Records for this exercise:

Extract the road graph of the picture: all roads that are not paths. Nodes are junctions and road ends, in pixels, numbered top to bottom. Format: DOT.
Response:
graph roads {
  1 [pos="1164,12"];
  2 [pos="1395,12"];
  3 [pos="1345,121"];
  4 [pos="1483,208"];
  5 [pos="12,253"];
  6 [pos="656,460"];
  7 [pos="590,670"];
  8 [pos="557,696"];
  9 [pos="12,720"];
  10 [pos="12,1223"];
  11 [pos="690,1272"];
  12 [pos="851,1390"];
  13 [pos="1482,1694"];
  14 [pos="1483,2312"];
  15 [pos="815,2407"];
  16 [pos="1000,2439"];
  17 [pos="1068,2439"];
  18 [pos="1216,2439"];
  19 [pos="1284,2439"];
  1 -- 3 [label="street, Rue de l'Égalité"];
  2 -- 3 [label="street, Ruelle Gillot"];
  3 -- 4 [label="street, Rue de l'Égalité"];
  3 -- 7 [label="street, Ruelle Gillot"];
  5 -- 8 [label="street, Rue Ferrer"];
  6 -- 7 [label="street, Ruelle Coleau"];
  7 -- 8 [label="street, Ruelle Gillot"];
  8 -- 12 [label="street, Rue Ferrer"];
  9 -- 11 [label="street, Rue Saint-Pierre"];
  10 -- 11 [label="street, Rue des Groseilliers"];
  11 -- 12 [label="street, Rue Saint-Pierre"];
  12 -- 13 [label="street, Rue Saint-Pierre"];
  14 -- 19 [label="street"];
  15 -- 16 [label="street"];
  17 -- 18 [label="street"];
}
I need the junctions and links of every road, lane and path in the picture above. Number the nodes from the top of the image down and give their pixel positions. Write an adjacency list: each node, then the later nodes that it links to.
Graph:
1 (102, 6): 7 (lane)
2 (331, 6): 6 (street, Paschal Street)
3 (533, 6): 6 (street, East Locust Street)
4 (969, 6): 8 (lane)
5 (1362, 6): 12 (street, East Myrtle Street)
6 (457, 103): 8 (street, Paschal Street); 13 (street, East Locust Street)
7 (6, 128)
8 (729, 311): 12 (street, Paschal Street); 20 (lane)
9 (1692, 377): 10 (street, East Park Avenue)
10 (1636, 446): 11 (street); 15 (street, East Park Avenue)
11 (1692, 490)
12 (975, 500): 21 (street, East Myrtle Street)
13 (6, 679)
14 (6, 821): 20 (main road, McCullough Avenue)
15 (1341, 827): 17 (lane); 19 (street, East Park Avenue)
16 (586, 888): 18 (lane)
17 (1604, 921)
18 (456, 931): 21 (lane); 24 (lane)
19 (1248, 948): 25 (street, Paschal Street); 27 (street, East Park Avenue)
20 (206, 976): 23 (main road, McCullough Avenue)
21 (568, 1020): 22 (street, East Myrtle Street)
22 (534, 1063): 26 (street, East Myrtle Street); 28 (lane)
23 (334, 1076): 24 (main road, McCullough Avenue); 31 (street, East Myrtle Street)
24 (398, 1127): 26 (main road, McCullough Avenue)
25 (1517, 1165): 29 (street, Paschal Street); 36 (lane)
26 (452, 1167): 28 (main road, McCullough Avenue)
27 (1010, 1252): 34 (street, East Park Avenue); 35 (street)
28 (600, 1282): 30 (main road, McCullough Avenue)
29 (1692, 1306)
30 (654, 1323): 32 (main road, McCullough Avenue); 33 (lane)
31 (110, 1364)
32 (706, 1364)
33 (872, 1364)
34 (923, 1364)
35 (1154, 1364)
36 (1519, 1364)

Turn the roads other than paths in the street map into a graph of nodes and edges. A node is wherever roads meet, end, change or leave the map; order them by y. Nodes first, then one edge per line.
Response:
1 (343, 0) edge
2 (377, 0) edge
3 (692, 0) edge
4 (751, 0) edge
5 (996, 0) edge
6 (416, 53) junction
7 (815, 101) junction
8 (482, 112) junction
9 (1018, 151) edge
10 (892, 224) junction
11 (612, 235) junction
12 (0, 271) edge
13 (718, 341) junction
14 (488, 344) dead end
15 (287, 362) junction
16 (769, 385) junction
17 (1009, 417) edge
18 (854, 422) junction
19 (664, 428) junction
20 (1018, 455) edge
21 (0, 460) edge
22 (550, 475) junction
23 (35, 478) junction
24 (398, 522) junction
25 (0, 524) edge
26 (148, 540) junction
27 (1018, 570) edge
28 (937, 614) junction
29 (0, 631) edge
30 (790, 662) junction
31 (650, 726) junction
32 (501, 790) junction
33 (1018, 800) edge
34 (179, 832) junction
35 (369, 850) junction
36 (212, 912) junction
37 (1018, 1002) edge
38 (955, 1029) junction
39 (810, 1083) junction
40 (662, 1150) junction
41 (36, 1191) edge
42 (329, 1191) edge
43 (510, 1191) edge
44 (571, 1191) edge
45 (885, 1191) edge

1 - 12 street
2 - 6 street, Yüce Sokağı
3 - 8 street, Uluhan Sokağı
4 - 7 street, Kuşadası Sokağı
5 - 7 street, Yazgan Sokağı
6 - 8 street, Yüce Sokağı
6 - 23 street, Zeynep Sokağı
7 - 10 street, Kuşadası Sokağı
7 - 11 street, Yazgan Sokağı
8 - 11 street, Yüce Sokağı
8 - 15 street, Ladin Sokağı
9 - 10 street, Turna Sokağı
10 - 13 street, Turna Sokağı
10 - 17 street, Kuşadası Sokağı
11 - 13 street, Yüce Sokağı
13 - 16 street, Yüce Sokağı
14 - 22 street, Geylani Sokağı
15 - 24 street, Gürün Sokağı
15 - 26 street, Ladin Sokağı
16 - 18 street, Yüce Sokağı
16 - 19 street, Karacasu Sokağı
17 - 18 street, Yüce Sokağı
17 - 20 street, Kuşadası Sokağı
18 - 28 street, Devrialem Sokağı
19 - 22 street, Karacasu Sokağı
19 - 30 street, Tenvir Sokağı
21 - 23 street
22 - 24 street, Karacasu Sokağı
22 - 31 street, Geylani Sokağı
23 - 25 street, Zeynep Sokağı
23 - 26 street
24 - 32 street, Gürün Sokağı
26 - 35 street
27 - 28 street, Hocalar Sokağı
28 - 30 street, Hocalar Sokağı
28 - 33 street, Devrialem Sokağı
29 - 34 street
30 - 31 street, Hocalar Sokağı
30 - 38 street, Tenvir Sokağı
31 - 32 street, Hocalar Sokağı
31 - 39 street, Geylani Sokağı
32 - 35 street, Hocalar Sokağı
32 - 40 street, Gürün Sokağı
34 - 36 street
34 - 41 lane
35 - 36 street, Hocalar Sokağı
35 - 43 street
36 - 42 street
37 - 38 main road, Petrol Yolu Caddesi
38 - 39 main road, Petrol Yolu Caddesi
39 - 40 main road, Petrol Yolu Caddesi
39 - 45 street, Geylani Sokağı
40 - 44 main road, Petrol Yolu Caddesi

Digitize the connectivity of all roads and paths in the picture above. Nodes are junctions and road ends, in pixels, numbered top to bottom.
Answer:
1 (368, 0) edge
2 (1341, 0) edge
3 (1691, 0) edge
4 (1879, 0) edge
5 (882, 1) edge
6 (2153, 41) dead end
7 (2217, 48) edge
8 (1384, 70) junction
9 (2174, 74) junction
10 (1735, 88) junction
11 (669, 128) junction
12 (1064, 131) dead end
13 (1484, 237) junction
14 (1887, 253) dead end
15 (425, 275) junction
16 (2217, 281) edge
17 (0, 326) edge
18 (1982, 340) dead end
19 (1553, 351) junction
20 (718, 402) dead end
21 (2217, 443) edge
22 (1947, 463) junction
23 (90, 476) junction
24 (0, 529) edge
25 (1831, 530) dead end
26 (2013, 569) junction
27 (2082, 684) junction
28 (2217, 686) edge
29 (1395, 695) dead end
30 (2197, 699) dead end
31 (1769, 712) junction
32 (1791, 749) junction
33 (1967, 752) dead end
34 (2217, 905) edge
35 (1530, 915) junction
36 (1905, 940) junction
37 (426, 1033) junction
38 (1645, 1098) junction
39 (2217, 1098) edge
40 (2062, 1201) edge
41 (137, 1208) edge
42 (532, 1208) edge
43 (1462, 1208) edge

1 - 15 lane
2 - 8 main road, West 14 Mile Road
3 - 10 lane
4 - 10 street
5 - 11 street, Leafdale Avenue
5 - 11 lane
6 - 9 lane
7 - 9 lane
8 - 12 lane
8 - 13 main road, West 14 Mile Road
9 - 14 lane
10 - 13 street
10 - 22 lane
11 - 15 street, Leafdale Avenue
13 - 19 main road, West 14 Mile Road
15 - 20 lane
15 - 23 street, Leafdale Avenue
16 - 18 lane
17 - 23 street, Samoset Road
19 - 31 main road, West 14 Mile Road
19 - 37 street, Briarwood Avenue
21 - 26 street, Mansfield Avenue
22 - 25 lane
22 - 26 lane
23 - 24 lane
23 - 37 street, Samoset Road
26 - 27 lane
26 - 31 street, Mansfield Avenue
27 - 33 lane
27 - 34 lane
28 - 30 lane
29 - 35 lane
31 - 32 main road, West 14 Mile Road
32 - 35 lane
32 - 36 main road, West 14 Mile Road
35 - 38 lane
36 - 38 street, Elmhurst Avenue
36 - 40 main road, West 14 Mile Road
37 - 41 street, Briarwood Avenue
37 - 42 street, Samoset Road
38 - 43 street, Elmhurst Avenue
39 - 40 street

Task goal:
Scan the records above for lines with the word "Leafdale", then say how many there are, giving the number alone.

Response box:
3